ABSTRACT

This textbook offers a guided tutorial that reviews the theoretical fundamentals while going through the practical examples used for constructing the computational frame, applied to various real-life models.

Computational Optimization: Success in Practice will lead the readers through the entire process. They will start with the simple calculus examples of fitting data and basics of optimal control methods and end up constructing a multi-component framework for running PDE-constrained optimization. This framework will be assembled piece by piece; the readers may apply this process at the levels of complexity matching their current projects or research needs.

By connecting examples with the theory and discussing the proper "communication" between them, the readers will learn the process of creating a "big house." Moreover, they can use the framework exemplified in the book as the template for their research or course problems – they will know how to change the single "bricks" or add extra "floors" on top of that.

This book is for students, faculty, and researchers.

Features

  • The main optimization framework builds through the course exercises and centers on MATLAB®.

  • All other scripts to implement computations for solving optimization problems with various models use only open-source software, e.g., FreeFEM.

  • All computational steps are platform-independent; readers may freely use Windows, macOS, or Linux systems.

  • All scripts illustrating every step in building the optimization framework will be available to the readers online.
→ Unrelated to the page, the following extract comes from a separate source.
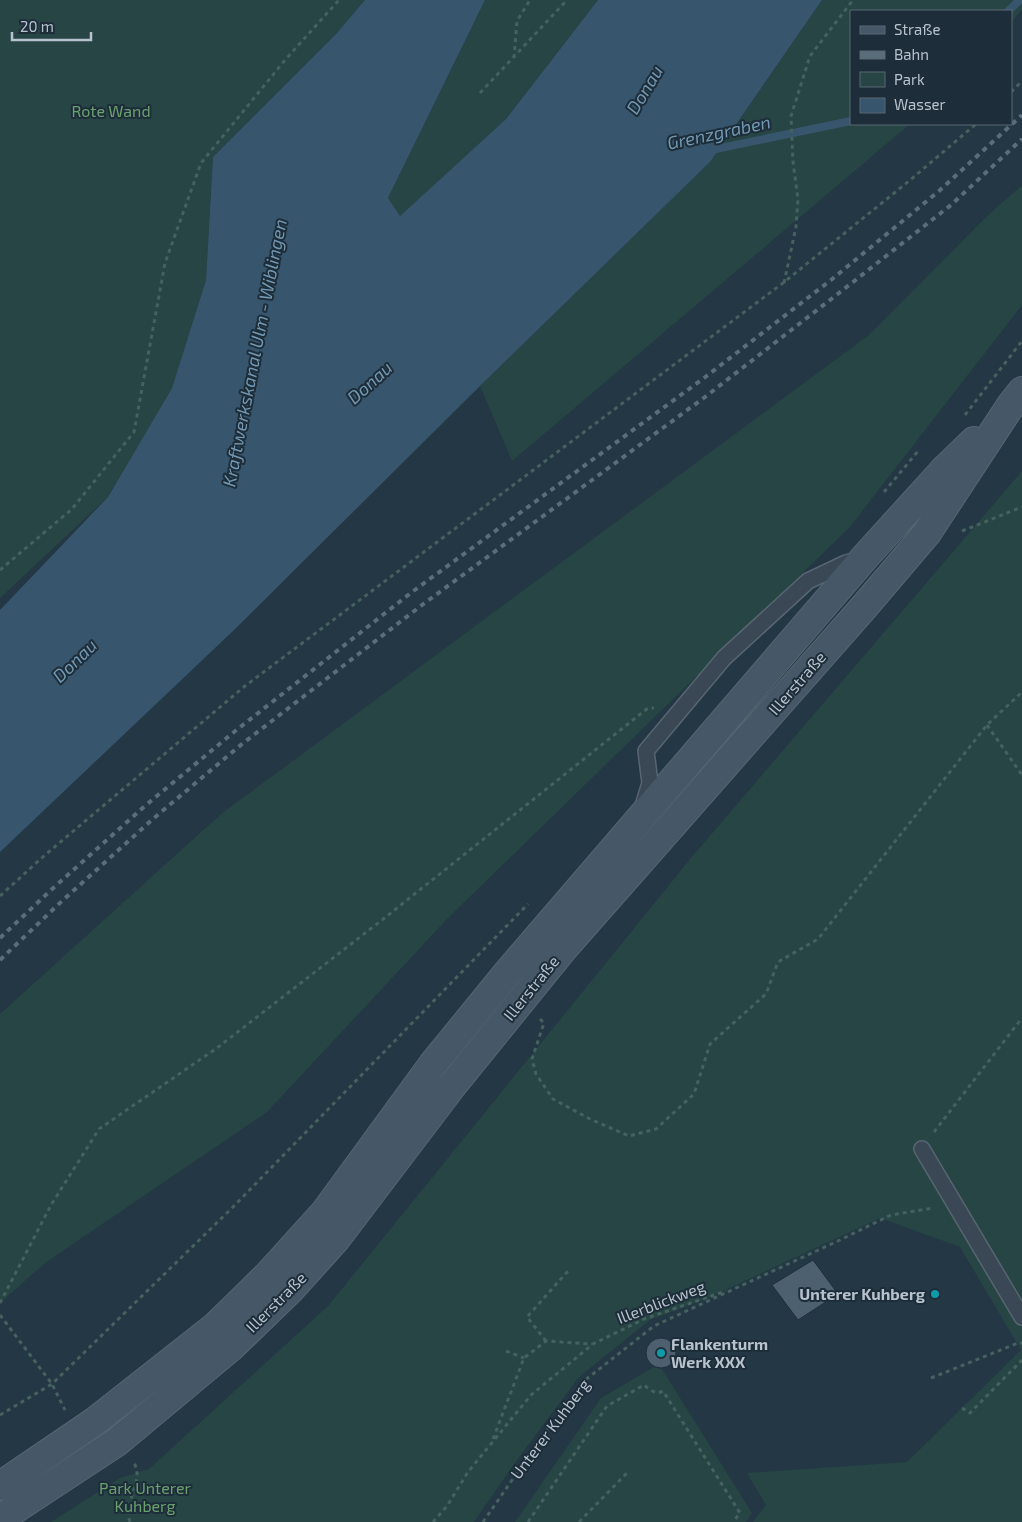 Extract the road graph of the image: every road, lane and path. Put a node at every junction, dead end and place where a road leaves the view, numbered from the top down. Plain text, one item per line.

  • Each chapter contains problems based on the examples provided in the text and associated scripts. The readers will not need to create the scripts from scratch, but rather modify the codes provided as a supplement to the book.

This book will prove valuable to graduate students of math, computer science, engineering, and all who explore optimization techniques at different levels for educational or research purposes. It will benefit many professionals in academic and industry-related research: professors, researchers, postdoctoral fellows, and the personnel of R&D departments.

Chapter 1. Introduction to Optimization. Chapter 2. Minimization Approaches for Functions of One Variable. Chapter 3. Generalized Optimization Framework. Chapter 4. Exploring Optimization Algorithms. Chapter 5. Line Search Algorithms. Chapter 6. Choosing Optimal Step Size. Chapter 7. Trust Region and Derivative-Free Methods. Chapter 8. Large-Scale and Constrained Optimization. Chapter 9. ODE-based Optimization. Chapter 10. Implementing Regularization Techniques. Chapter 11. Moving to PDE-based Optimization. Chapter 12. Sharing Multiple Software Environments.